The two sides of the pipe operator run in parallel. This is done by running the two sides in separate processes. (It was the only way to do it in the original Unix shell, and it's still the only way to do it in modern shells.) Consider a snippet like
testb=left | testb=right
echo $testb
In zsh, the right-hand side of a pipe operator runs in the original process, and the left-hand side runs in a subshell. A subshell is normally implemented through a separate process; even if the shell optimizes the execution and doesn't use a separate process, it ensures that any modification of the shell state (variables, redirection, etc.) are confined to the subshell, for consistency. Thus the snippet above prints right
.
(Other shells may run the right-hand side of the pipe in a subshell as well. Amongst the common shells, only zsh and ATT ksh run the right-hand side in the original context. The left-hand side always runs in a subshell.)

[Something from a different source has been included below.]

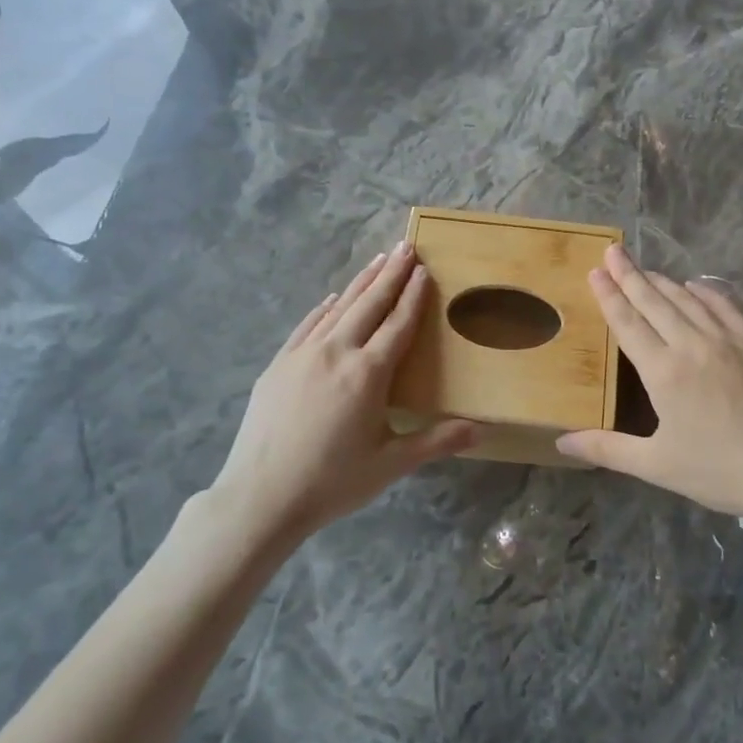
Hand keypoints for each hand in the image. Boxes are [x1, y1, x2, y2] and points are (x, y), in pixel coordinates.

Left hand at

If you want to pipe data without creating a subshell, you can use a process substitution. A process substitution creates a pipe in a subshell and gives control over whether the original context is connected to the the input side or the output side of the pipe.
test "testa" > >(cat)
(Note the space between >
and >(…)
: >>(cat)
would be parsed as a process substitution in append mode, which would pass a path to the pipe as a second argument to test
. Here we want to redirect the output of the function call to the pipe.)